I was wondering if there is something wrong with my code, or with the parameters used during training - or if simply the trained models are not good enough and better hyperparameters/more training data would fix the problem. I have experimented over the past week with different numbers of neighbours, neighbour embedding, embedding dimension, numbers of layers, RBF number/type, activation function but I haven't yet managed to get a reasonable-looking trajectory.

Script for running simulations:

from openmm.app import *
from openmm import *
from openmm.unit import *
from sys import stdout
import numpy as np
import torch
from openmmtorch import TorchForce

prmtop = AmberPrmtopFile('chignolin_dry.prmtop')
inpcrd = AmberInpcrdFile('chignolin_dry.inpcrd')

system = prmtop.createSystem(nonbondedCutoff=NoCutoff)

# remove MM forces
while system.getNumForces() > 0:
    system.removeForce(0)

# remove constraints
while system.getNumConstraints() > 0:
    system.removeConstraint(0)

from torchmdnet.models.model import load_model
model = load_model("train_layers_4_aligned_expnorm_rbf_18_neighbs_512/epoch=97-val_loss=609655.4375-test_loss=544.4850.ckpt")
torch.jit.script(model).save('test.pt')

class ForceModule(torch.nn.Module):
    def __init__(self, z):
        super(ForceModule, self).__init__()
        self.model = torch.jit.load('test.pt').cuda()
        self.z = z.cuda()

    def forward(self, positions):
        positions = positions.cuda()
        y, neg_dy = self.model(self.z, positions)
        return y, neg_dy

# get atomic numbers
z = []
for atom in prmtop.topology.atoms():
    z.append(atom.element.atomic_number)
z = torch.tensor(z, dtype=torch.long)

module = torch.jit.script(ForceModule(z))
torch_force = TorchForce(module)
torch_force.setOutputsForces(True)
system.addForce(torch_force)

integrator = LangevinMiddleIntegrator(298.15*kelvin, 1/picosecond, 0.001*picoseconds)
platform = Platform.getPlatformByName('CUDA')

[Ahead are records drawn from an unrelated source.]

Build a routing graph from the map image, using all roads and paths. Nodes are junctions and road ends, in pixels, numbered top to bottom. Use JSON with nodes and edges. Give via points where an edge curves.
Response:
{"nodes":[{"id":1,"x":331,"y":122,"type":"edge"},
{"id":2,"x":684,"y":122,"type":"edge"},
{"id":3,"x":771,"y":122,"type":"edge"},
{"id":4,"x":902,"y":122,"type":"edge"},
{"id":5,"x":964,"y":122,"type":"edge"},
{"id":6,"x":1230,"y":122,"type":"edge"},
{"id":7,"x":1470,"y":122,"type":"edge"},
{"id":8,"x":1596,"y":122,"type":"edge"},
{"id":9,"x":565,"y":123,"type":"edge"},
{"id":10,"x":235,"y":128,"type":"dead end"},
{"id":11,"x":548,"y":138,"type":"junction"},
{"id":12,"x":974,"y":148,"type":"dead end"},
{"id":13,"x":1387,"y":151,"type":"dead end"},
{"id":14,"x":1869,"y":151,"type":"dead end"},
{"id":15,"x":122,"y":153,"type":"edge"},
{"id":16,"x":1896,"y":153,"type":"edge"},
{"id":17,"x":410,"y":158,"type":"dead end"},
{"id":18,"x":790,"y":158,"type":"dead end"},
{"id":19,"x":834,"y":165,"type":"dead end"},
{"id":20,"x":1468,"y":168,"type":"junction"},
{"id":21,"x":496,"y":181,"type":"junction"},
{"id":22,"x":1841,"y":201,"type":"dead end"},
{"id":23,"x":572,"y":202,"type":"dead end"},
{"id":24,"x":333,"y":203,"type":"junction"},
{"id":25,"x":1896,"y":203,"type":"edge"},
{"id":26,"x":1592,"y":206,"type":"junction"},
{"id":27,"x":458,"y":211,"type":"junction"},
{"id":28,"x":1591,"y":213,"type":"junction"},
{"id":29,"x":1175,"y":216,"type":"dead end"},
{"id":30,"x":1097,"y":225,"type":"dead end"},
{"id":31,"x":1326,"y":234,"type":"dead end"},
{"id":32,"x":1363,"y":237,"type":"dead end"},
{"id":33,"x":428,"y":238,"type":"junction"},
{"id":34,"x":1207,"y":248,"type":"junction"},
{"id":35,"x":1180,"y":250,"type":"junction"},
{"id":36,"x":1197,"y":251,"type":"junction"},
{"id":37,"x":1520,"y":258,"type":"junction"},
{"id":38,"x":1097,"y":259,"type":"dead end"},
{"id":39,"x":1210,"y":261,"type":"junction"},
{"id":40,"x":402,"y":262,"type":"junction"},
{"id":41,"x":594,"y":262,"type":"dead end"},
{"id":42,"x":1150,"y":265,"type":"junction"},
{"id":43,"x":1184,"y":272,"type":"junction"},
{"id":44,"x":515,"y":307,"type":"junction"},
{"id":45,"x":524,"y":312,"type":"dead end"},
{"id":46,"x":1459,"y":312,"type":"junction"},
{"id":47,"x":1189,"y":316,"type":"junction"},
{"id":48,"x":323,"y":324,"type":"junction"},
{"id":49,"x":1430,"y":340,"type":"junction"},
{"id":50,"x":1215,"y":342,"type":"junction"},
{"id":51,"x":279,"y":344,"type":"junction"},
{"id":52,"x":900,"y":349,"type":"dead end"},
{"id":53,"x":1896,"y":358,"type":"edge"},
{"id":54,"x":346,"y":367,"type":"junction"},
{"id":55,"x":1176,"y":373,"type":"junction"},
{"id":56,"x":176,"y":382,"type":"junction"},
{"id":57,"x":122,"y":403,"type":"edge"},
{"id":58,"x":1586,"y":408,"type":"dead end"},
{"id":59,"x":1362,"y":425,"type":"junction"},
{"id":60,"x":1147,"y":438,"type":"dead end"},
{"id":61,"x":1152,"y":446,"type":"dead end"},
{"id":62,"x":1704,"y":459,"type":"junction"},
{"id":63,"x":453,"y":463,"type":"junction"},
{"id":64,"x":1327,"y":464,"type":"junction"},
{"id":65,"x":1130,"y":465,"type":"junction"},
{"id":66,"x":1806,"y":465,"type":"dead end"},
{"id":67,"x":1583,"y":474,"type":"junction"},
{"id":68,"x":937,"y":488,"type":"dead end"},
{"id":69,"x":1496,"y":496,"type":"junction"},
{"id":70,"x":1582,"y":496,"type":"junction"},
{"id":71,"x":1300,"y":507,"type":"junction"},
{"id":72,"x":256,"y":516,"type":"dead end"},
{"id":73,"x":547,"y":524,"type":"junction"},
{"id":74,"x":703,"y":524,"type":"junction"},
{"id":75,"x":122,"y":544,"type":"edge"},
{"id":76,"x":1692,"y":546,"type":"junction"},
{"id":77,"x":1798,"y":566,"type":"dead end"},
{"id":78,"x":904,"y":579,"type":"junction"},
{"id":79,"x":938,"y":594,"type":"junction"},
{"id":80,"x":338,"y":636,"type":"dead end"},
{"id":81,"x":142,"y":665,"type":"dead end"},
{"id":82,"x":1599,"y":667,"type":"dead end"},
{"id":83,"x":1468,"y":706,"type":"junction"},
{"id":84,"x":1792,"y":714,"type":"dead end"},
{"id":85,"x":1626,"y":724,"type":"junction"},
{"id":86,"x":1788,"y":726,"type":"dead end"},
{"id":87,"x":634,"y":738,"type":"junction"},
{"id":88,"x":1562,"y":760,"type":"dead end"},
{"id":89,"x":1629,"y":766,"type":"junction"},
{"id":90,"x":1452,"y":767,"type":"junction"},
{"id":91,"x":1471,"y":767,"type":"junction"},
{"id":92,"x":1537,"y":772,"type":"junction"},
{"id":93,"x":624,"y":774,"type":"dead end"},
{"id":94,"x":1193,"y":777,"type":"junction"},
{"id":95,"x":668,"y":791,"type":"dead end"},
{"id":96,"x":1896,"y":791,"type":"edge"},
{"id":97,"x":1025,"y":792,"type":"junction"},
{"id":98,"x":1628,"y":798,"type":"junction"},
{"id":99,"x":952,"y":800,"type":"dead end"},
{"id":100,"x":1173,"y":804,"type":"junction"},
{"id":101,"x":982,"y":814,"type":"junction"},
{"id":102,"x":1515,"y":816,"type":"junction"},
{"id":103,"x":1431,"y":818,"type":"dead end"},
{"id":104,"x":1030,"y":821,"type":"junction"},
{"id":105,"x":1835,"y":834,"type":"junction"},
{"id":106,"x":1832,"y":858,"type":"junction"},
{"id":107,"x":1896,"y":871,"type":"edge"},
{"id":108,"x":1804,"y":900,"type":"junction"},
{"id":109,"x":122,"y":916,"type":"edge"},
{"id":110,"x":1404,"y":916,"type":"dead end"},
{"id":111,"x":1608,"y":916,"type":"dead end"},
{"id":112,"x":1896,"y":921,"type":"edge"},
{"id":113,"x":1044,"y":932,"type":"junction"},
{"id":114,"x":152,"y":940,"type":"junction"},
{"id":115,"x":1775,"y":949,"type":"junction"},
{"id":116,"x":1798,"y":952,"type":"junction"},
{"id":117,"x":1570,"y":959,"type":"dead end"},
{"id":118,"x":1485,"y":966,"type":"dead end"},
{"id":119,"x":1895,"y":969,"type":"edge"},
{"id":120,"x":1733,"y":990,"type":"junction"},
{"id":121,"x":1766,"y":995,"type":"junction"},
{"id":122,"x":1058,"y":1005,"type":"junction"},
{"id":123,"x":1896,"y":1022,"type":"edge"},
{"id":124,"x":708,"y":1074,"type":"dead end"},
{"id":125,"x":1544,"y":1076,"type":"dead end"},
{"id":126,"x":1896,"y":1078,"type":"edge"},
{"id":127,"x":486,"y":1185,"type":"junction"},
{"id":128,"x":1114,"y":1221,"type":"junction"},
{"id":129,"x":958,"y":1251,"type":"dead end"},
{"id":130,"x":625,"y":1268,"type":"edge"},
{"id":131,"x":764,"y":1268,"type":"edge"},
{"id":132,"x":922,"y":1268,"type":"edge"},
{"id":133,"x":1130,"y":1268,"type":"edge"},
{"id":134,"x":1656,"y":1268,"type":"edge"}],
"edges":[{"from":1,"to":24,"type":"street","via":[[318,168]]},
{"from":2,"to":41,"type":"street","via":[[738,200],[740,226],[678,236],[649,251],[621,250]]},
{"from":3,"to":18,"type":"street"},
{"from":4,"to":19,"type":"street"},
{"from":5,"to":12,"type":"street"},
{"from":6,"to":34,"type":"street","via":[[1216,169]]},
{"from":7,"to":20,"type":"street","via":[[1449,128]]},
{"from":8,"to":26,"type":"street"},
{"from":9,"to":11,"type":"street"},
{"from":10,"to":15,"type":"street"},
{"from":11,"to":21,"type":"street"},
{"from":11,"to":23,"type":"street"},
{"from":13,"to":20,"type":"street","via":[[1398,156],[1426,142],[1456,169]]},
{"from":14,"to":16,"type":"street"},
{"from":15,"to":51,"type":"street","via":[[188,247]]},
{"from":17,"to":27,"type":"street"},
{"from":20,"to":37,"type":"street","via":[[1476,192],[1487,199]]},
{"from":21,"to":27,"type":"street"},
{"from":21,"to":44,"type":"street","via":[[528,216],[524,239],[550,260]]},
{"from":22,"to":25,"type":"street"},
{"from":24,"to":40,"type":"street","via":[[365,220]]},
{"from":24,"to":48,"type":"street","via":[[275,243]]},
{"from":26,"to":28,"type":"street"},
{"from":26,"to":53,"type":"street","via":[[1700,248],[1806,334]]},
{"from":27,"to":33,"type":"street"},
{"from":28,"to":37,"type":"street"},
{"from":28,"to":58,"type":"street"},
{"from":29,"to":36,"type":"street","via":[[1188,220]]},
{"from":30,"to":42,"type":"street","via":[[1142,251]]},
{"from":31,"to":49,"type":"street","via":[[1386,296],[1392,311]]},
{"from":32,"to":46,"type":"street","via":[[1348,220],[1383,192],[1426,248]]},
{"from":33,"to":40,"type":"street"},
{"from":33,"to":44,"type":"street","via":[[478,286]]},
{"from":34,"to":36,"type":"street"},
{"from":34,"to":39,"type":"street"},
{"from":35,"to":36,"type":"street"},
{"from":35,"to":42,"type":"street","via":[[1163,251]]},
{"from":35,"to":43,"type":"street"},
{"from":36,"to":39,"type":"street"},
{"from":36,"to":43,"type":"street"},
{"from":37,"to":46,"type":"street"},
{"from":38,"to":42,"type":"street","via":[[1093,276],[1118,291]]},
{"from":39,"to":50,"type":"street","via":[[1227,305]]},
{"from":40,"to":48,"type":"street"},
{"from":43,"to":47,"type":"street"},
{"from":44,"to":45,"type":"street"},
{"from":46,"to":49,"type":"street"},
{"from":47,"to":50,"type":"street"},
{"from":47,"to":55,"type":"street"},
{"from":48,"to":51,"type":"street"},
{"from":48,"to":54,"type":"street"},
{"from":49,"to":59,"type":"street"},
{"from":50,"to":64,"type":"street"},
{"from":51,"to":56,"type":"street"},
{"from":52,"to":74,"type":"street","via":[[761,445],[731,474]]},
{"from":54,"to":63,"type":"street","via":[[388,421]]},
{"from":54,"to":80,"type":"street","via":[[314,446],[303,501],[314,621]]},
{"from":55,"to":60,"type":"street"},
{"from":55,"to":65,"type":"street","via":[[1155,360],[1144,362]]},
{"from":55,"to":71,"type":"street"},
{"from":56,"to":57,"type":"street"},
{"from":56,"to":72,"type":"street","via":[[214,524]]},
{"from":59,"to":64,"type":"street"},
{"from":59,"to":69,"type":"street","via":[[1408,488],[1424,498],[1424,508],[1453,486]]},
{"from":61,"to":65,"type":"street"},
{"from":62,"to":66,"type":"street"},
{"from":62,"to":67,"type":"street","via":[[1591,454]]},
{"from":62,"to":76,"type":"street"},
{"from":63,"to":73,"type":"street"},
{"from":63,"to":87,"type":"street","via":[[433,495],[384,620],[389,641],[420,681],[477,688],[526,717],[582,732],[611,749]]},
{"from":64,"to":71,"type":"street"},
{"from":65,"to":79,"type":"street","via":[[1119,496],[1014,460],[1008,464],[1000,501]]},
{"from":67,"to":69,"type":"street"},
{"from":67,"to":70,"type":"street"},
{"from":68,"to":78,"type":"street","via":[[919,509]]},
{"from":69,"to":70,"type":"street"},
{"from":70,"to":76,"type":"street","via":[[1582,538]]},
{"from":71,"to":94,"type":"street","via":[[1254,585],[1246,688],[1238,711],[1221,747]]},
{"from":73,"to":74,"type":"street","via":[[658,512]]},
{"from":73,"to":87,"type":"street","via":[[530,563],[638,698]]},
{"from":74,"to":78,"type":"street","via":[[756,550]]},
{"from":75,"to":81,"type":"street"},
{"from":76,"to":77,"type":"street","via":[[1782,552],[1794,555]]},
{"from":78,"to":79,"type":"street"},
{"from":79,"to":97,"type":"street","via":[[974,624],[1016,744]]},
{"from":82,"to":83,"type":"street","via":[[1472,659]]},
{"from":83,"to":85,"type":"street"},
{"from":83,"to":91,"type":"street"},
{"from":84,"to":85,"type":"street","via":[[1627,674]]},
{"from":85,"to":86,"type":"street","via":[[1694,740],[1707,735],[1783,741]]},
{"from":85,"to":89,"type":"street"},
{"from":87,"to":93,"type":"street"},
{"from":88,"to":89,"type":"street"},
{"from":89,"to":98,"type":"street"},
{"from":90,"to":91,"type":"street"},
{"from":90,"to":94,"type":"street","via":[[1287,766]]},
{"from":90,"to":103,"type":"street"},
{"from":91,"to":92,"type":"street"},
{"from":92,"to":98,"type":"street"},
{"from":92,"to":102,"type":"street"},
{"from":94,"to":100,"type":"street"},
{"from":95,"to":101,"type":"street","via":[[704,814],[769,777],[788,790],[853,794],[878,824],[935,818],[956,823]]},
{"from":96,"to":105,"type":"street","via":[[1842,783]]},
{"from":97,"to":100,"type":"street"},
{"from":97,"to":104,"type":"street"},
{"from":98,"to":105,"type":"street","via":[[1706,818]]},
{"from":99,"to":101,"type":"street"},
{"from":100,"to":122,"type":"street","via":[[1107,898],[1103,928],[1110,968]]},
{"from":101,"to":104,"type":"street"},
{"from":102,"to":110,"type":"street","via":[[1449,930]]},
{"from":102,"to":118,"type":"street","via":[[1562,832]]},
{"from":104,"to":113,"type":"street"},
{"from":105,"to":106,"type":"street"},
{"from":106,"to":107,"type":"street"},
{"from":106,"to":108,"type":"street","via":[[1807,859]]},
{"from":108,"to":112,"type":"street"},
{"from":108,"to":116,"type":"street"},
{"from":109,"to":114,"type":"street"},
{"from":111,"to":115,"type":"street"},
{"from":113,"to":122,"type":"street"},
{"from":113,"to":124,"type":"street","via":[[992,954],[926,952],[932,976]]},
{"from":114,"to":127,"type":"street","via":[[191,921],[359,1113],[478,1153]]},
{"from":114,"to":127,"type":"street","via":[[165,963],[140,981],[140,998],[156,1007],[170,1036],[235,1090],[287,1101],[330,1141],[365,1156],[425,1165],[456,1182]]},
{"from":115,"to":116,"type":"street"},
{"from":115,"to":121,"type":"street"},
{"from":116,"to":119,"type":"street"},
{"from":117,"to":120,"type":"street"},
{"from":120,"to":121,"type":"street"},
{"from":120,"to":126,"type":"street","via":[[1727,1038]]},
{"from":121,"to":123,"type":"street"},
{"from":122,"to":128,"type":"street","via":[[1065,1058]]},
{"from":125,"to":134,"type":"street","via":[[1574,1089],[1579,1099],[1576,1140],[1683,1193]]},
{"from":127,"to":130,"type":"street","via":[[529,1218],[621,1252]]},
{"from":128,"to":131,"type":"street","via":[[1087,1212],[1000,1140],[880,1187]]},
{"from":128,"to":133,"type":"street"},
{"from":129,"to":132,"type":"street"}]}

simulation = Simulation(prmtop.topology, system, integrator, platform)
simulation.context.setPositions(inpcrd.positions)
simulation.minimizeEnergy()
simulation.reporters.append(DCDReporter('output_NNP.dcd', 100))
simulation.reporters.append(StateDataReporter(stdout, 100, step=True,
        potentialEnergy=True, temperature=True))
simulation.step(100000)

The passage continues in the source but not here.